WORK ITEM
Using the records below, locate all lines containing "middle" and return them.

(Pose landmark coordinates)
◇ ◇ ◇ ◇ ◇
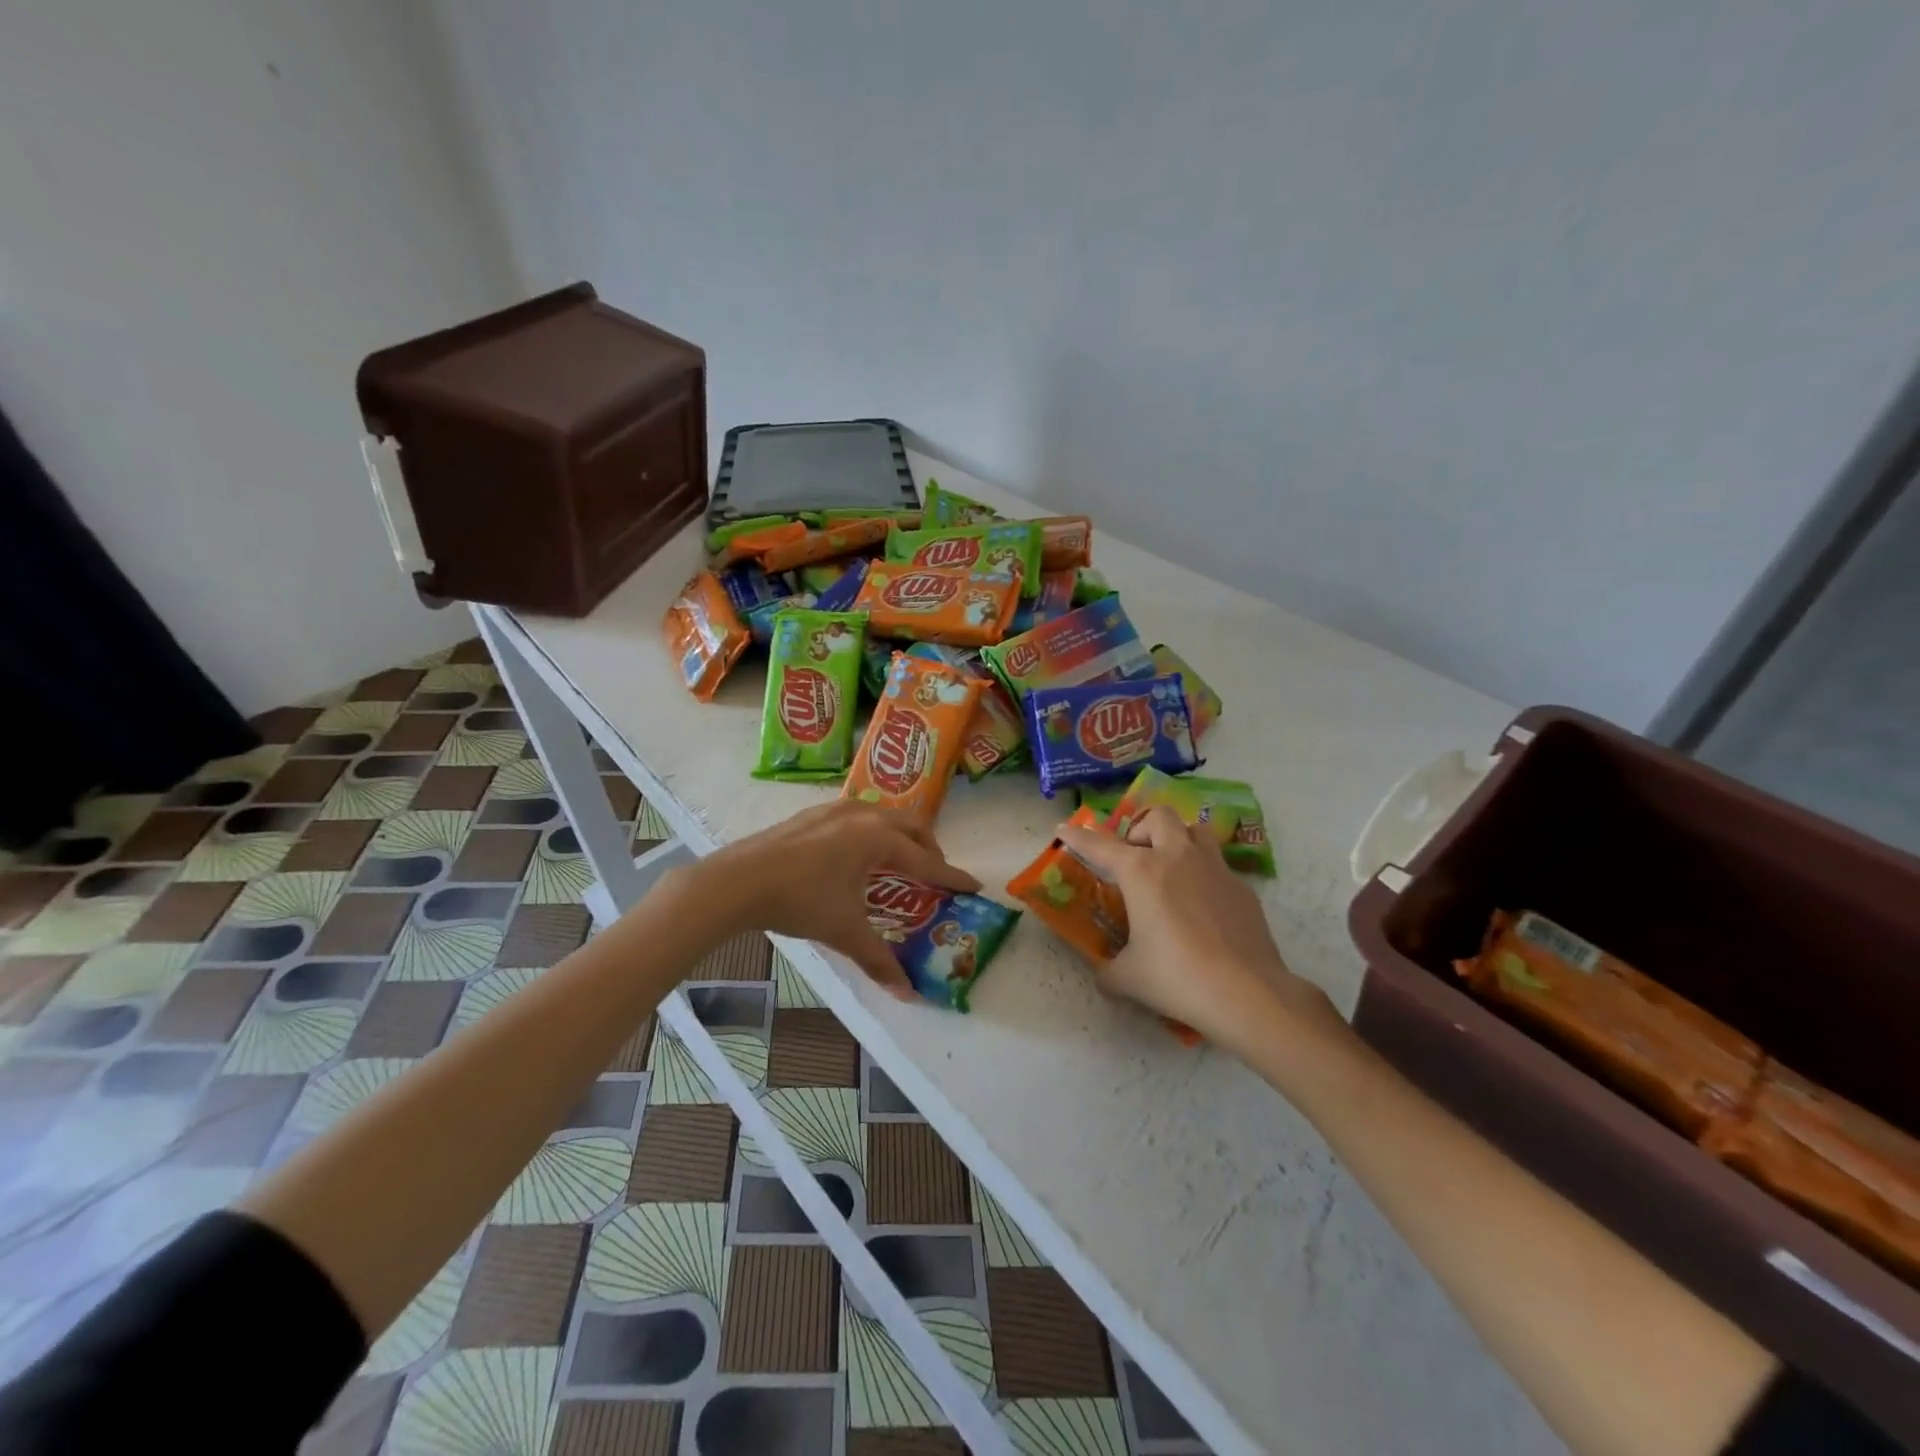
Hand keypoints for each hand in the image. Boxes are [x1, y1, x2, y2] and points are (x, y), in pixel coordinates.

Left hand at [676, 802, 980, 997]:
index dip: (951, 876)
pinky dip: (873, 832)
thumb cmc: (799, 901)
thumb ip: (878, 959)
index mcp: (878, 839)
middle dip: (929, 848)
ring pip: (883, 816)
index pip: (926, 860)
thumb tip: (907, 992)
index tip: (974, 885)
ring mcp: (835, 810)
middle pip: (911, 826)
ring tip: (900, 862)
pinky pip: (858, 816)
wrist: (737, 881)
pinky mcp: (812, 814)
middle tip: (934, 874)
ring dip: (900, 836)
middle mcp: (863, 815)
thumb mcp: (844, 931)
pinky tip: (856, 853)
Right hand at [1060, 807, 1333, 1044]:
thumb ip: (1107, 970)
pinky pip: (1218, 866)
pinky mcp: (1242, 888)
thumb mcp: (1127, 978)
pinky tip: (1202, 907)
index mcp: (1141, 872)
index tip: (1064, 827)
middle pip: (1158, 817)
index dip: (1079, 836)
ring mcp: (1215, 868)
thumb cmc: (1177, 977)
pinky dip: (1203, 874)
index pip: (1100, 845)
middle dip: (1141, 829)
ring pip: (1195, 830)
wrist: (1246, 992)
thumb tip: (1103, 975)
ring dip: (1178, 839)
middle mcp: (1177, 857)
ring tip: (1171, 868)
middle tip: (1134, 858)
◇ ◇ ◇ ◇ ◇
EXERCISE RESPONSE
middle dip: (929, 848)
middle pip: (911, 826)
middle tip: (934, 874)
middle mcp: (863, 815)
middle pip: (1158, 817)
middle dip: (1141, 829)
middle mcp: (1177, 857)
middle tip: (1134, 858)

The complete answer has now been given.